Globus e Blandford sugerem experimentos que podem ajudar a provar ou refutar sua hipótese dos raios cósmicos. Por exemplo, eles gostariam de testar como as bactérias respondem à radiação com diferentes polarizações magnéticas. "Experimentos como esse nunca foram realizados e estou empolgada para ver o que elas nos ensinariam. Surpresas surgem inevitavelmente de trabalhos adicionais sobre tópicos interdisciplinares," afirmou Globus.

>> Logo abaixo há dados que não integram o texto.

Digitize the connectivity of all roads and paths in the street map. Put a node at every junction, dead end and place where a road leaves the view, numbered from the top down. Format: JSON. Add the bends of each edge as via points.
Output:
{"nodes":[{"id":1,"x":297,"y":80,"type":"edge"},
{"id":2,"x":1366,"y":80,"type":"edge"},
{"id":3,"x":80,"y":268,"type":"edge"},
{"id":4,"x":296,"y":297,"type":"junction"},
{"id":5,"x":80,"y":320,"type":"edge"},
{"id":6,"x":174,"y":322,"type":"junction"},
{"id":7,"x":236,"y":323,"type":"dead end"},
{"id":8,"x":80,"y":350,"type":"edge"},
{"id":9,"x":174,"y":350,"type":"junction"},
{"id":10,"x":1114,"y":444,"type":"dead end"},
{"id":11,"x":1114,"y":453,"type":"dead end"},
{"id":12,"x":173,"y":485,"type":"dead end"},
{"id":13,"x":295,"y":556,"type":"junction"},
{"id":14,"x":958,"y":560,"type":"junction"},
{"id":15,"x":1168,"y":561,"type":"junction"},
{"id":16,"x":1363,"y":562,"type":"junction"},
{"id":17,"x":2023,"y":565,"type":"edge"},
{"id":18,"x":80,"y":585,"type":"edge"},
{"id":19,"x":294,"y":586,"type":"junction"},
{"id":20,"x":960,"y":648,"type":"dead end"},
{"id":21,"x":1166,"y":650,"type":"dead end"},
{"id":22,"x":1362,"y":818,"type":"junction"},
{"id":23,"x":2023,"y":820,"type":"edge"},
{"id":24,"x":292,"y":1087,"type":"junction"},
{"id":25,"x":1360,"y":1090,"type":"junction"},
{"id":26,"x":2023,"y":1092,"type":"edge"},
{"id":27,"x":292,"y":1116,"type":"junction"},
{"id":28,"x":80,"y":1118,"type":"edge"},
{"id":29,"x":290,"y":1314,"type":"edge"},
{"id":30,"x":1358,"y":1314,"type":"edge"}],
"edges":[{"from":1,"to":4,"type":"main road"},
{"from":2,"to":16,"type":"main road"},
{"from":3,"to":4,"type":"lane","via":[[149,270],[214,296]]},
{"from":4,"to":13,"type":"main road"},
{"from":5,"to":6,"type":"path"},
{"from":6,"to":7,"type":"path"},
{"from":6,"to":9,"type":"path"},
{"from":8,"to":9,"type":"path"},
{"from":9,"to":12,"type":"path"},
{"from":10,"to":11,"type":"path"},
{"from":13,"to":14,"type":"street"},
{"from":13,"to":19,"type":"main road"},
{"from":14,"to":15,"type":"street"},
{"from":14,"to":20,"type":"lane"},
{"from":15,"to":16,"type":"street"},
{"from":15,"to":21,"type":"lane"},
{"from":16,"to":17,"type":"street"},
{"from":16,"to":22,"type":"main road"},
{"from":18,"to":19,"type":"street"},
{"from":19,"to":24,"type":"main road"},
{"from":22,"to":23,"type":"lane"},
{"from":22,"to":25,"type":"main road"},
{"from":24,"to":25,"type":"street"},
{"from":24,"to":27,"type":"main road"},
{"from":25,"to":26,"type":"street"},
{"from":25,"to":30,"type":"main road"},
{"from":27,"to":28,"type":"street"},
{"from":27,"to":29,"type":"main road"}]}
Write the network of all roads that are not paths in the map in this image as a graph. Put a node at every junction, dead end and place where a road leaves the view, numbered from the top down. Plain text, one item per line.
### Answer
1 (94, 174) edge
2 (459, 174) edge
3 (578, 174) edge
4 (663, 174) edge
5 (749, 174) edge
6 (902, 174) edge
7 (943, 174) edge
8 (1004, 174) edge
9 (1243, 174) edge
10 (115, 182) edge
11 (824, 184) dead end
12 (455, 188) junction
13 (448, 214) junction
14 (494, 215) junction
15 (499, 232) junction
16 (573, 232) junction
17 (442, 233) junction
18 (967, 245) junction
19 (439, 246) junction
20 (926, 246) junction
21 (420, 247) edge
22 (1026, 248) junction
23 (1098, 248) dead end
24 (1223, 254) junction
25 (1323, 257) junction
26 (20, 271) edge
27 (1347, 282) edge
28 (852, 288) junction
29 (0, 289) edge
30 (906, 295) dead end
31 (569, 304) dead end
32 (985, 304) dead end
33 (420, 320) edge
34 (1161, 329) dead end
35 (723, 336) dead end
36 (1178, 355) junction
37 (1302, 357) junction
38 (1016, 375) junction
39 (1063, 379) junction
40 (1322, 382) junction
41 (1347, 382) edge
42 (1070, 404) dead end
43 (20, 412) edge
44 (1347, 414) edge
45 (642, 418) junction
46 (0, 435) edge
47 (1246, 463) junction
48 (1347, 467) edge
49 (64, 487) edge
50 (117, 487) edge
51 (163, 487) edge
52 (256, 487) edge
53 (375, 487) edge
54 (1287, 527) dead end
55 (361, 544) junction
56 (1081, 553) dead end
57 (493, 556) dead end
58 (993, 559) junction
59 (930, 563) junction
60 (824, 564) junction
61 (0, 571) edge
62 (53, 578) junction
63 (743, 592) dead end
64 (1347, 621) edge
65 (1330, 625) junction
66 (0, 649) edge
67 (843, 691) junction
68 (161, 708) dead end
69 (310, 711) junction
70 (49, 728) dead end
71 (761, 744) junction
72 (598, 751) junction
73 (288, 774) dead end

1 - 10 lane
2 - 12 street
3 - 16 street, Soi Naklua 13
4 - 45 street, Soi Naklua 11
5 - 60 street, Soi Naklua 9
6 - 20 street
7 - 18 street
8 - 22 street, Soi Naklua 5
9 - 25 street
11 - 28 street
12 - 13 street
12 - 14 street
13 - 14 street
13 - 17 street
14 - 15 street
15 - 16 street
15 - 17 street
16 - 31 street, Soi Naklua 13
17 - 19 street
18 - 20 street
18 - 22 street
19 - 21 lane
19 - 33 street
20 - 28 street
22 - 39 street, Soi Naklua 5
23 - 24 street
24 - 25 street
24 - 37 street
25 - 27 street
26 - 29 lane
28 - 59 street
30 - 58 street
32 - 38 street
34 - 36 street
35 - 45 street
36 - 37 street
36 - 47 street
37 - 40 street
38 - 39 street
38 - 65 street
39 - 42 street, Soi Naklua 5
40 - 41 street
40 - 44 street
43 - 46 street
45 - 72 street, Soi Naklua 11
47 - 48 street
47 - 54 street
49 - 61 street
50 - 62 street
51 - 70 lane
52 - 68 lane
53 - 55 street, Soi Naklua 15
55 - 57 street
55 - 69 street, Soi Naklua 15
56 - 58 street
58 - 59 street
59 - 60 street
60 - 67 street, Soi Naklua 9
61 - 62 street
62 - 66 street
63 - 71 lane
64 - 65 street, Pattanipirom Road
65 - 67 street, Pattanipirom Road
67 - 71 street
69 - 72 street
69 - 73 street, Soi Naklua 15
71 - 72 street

Os pesquisadores também esperam por amostras orgânicas eventualmente coletadas de cometas, asteroides ou de Marte para ver se elas também exibem um viés quiral.
"Essa ideia conecta a física fundamental e a origem da vida," disse Blandford. "Independentemente de estar ou não correta, fazer a ponte entre esses campos muito diferentes é emocionante e um experimento bem-sucedido deve ser interessante".